Beginning at the line that holds "Left hand at", copy the material below exactly through its last line.

(Data begins)

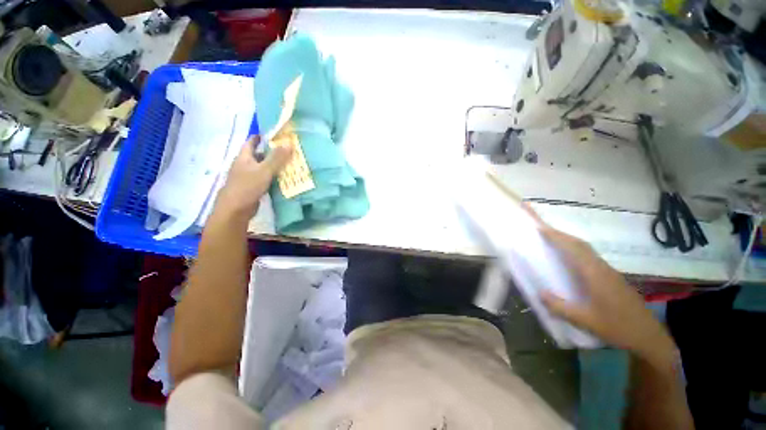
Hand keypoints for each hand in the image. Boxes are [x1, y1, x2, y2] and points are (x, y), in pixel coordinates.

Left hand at [217, 135, 291, 217]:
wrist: (235, 210)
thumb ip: (276, 158)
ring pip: (262, 168)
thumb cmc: (247, 186)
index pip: (251, 142)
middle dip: (270, 152)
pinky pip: (264, 179)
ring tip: (288, 163)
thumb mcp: (264, 170)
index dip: (260, 137)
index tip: (273, 135)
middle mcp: (244, 165)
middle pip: (258, 155)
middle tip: (286, 150)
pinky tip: (283, 179)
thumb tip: (289, 144)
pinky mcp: (252, 188)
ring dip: (273, 165)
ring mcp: (247, 177)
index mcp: (243, 158)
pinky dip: (272, 177)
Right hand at [539, 227, 675, 363]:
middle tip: (542, 230)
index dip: (556, 237)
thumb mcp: (586, 321)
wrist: (649, 337)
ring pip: (586, 250)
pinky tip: (570, 259)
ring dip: (568, 242)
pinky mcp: (612, 278)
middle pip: (580, 245)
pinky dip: (576, 251)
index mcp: (595, 275)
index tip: (540, 227)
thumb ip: (561, 307)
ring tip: (551, 240)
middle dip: (560, 235)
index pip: (574, 249)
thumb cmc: (618, 328)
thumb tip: (539, 293)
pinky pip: (590, 257)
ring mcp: (609, 272)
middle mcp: (602, 269)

(Data ends)

§ Output for this task
Left hand at [217, 135, 291, 217]:
wrist: (235, 210)
thumb ip: (276, 158)
ring pip: (262, 168)
thumb cmc: (247, 186)
index pip: (251, 142)
middle dip: (270, 152)
pinky pip: (264, 179)
ring tip: (288, 163)
thumb mcp: (264, 170)
index dip: (260, 137)
index tip: (273, 135)
middle mcp: (244, 165)
middle pip: (258, 155)
middle tip: (286, 150)
pinky tip: (283, 179)
thumb tip: (289, 144)
pinky mcp: (252, 188)
ring dip: (273, 165)
ring mcp: (247, 177)
index mcp: (243, 158)
pinky dip: (272, 177)
Right hand at [539, 227, 675, 363]:
middle tip: (542, 230)
index dip: (556, 237)
thumb mcp: (586, 321)
wrist: (649, 337)
ring pip: (586, 250)
pinky tip: (570, 259)
ring dip: (568, 242)
pinky mcp: (612, 278)
middle pip: (580, 245)
pinky dip: (576, 251)
index mcp: (595, 275)
index tip: (540, 227)
thumb ip: (561, 307)
ring tip: (551, 240)
middle dip: (560, 235)
index pip: (574, 249)
thumb cmc: (618, 328)
thumb tip: (539, 293)
pinky pip: (590, 257)
ring mcp: (609, 272)
middle mcp: (602, 269)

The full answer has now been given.